Source records:
^^^^
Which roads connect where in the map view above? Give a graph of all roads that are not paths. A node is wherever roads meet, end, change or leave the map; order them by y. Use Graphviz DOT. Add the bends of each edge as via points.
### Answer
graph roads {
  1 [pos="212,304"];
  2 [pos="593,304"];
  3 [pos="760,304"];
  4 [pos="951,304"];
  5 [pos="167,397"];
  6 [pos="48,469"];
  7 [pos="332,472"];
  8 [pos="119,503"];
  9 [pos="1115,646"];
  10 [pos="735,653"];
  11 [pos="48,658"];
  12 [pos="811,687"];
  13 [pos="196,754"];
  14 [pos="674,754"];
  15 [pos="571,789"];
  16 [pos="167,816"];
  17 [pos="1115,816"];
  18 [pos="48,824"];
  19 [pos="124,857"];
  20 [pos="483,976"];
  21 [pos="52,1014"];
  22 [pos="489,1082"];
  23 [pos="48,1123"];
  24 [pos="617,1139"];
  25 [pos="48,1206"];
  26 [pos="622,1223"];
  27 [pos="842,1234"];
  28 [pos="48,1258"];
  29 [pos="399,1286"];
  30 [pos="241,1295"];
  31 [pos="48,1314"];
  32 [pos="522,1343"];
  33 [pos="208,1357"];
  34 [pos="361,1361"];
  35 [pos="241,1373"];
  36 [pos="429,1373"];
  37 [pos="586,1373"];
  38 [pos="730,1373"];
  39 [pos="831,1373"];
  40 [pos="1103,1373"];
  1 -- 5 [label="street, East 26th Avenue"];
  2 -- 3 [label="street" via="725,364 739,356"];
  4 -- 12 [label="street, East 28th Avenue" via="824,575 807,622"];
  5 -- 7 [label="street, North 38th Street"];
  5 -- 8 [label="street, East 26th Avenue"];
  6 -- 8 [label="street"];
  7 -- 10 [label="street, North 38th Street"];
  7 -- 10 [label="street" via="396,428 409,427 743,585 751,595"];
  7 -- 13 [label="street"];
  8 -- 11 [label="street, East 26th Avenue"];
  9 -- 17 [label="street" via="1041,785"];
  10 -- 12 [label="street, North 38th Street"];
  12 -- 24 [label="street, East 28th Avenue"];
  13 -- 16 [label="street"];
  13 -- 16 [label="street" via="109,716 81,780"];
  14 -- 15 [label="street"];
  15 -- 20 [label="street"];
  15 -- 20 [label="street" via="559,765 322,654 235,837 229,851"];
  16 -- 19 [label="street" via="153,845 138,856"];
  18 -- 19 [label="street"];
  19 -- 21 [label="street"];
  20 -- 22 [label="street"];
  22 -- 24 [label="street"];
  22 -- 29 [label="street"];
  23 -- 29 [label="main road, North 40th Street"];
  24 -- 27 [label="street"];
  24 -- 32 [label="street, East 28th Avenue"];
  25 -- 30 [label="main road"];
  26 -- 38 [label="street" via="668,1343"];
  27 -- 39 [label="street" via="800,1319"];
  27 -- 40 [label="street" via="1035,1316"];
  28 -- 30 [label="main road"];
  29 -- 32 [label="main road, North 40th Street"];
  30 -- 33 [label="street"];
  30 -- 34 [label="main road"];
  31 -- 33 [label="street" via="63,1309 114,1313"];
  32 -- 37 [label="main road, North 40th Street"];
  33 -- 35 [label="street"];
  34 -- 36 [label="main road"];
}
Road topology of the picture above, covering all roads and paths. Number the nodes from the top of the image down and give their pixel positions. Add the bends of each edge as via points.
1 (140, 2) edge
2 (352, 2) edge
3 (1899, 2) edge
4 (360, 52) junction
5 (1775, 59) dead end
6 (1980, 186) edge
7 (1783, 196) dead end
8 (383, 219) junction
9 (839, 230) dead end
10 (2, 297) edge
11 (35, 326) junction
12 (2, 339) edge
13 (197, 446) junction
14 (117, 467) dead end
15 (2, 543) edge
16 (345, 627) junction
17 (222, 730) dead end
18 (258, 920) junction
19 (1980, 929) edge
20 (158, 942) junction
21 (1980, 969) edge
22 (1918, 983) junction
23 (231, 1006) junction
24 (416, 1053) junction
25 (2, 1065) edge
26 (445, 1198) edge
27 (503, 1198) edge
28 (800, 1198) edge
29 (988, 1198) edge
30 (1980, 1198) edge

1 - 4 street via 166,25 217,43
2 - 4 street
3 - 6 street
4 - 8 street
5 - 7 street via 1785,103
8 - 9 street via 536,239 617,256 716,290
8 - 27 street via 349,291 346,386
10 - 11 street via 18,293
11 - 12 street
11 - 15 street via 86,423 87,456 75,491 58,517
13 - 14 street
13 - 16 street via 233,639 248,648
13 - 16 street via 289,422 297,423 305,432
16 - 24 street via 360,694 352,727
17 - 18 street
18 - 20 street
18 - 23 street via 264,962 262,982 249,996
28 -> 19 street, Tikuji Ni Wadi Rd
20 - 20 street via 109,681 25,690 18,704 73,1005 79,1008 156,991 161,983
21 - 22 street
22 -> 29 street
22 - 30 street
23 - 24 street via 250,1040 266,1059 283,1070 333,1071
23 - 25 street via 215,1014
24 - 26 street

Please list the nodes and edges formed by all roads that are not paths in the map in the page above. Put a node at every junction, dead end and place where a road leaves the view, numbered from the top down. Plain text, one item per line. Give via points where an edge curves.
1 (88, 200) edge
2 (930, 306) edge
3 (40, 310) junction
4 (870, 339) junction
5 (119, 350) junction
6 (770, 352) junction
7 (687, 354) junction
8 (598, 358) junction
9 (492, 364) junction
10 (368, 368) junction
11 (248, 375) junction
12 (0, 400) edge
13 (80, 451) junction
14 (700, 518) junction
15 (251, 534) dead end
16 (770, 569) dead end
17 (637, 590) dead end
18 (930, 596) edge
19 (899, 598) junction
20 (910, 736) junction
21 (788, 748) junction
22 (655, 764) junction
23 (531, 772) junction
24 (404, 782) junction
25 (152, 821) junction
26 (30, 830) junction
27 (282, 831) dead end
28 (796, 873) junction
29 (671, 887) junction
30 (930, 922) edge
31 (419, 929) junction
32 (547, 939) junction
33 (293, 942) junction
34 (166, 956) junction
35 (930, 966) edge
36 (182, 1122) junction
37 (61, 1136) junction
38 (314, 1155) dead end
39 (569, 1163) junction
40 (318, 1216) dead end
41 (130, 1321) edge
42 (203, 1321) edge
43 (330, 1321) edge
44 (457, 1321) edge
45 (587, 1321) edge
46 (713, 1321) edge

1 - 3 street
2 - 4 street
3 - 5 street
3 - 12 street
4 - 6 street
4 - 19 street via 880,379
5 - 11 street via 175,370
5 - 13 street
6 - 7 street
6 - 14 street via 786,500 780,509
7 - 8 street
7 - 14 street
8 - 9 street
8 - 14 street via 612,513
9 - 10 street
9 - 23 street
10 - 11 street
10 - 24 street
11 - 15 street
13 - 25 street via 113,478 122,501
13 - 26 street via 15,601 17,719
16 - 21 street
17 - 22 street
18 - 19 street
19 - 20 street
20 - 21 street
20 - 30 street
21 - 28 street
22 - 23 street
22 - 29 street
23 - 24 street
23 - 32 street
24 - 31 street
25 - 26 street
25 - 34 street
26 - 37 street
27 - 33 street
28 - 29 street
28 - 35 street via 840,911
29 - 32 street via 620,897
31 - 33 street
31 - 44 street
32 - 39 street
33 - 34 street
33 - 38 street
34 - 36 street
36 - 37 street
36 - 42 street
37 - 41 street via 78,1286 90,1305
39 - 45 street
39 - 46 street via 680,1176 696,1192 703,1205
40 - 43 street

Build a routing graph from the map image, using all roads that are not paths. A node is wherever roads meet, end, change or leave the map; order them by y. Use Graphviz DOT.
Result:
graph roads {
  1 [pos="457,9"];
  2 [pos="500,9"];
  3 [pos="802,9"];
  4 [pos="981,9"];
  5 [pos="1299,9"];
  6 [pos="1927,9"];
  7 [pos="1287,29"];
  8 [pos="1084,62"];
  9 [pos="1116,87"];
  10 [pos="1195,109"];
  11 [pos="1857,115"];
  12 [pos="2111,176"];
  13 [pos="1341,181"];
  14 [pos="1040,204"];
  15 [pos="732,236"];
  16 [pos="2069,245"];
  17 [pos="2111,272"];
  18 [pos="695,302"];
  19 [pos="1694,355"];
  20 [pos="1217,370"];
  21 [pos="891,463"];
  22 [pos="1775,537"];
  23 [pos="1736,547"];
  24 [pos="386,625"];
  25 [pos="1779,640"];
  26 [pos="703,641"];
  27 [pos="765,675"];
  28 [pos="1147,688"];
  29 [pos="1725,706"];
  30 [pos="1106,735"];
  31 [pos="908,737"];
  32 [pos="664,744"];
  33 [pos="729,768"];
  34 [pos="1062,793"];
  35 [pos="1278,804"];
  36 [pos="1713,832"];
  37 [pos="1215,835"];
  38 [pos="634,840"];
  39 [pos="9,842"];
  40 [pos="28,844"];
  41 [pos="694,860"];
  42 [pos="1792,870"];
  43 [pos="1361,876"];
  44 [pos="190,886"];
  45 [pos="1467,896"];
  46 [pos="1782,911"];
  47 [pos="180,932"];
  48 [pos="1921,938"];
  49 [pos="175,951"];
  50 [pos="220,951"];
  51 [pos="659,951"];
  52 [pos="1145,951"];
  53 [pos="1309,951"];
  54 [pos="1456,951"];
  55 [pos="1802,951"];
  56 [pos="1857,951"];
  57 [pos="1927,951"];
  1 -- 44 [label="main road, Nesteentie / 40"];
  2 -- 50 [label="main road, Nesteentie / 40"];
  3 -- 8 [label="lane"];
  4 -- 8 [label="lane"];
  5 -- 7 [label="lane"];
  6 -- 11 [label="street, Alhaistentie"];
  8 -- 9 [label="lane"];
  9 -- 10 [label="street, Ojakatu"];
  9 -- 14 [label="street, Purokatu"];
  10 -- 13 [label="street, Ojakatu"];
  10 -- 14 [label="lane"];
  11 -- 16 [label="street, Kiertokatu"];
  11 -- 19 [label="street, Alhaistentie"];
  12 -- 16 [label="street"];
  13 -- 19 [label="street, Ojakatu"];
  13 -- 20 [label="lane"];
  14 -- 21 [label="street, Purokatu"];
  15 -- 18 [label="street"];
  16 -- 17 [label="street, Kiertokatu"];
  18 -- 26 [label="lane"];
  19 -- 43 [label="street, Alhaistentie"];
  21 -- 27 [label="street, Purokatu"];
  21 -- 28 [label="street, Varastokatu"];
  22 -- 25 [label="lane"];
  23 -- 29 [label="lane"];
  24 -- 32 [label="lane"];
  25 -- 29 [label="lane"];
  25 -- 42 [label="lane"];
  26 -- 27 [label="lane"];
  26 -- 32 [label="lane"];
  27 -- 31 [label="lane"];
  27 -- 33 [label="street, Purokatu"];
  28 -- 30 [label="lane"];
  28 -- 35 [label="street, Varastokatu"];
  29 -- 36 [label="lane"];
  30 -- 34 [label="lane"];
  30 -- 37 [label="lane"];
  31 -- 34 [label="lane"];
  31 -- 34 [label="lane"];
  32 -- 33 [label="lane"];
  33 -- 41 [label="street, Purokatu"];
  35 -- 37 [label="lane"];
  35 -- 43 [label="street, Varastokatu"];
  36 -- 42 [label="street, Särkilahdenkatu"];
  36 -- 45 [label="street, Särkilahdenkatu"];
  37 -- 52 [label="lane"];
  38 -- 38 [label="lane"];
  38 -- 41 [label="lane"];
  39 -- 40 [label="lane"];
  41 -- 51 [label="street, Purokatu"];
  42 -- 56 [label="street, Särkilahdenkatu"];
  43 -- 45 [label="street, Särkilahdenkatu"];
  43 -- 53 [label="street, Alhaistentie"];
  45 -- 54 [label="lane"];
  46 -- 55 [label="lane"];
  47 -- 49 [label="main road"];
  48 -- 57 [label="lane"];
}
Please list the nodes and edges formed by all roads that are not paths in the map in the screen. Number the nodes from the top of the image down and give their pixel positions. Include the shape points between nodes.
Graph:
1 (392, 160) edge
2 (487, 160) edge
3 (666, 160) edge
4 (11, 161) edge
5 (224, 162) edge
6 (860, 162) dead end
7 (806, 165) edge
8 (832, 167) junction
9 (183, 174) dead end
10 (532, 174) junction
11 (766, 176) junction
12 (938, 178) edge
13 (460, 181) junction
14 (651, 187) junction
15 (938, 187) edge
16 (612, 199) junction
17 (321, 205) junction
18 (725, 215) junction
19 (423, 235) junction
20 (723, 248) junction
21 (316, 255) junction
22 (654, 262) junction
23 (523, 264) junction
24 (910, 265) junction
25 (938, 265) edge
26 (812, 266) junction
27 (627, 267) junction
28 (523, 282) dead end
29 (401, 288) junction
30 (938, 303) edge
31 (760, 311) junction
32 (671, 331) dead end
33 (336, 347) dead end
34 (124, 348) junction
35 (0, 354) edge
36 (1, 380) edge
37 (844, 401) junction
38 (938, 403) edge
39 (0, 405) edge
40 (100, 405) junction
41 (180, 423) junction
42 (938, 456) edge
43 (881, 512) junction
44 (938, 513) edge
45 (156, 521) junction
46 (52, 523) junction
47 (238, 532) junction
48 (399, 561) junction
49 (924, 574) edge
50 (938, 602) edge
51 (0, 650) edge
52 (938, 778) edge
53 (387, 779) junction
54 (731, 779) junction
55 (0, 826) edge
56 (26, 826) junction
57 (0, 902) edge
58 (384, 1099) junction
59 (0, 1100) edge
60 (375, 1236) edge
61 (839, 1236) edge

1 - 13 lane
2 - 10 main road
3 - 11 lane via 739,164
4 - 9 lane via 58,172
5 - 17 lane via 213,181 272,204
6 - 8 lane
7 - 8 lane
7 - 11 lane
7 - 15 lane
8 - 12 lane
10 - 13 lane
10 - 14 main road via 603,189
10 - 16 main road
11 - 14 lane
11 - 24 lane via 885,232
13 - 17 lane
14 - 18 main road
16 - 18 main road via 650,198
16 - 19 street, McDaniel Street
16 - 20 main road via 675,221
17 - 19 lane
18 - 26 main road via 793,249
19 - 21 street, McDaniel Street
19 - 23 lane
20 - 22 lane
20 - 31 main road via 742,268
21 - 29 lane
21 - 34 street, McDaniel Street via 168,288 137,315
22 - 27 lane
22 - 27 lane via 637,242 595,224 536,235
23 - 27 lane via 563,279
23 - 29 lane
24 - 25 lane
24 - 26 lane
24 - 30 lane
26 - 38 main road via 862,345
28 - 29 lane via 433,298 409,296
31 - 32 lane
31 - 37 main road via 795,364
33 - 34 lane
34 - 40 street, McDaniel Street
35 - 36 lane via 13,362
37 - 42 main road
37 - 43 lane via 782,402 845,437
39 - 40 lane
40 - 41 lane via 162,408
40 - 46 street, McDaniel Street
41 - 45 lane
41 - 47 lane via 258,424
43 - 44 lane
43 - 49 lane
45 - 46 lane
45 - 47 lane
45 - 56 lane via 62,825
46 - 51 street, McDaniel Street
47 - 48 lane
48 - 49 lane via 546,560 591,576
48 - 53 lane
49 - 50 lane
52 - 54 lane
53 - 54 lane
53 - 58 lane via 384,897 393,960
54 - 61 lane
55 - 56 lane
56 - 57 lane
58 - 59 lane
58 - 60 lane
^^^^
▶ [Assignment] For every line of the data above that contains "Varastokatu", copy that line.

▶ [Problem solution]
  21 -- 28 [label="street, Varastokatu"];
  28 -- 35 [label="street, Varastokatu"];
  35 -- 43 [label="street, Varastokatu"];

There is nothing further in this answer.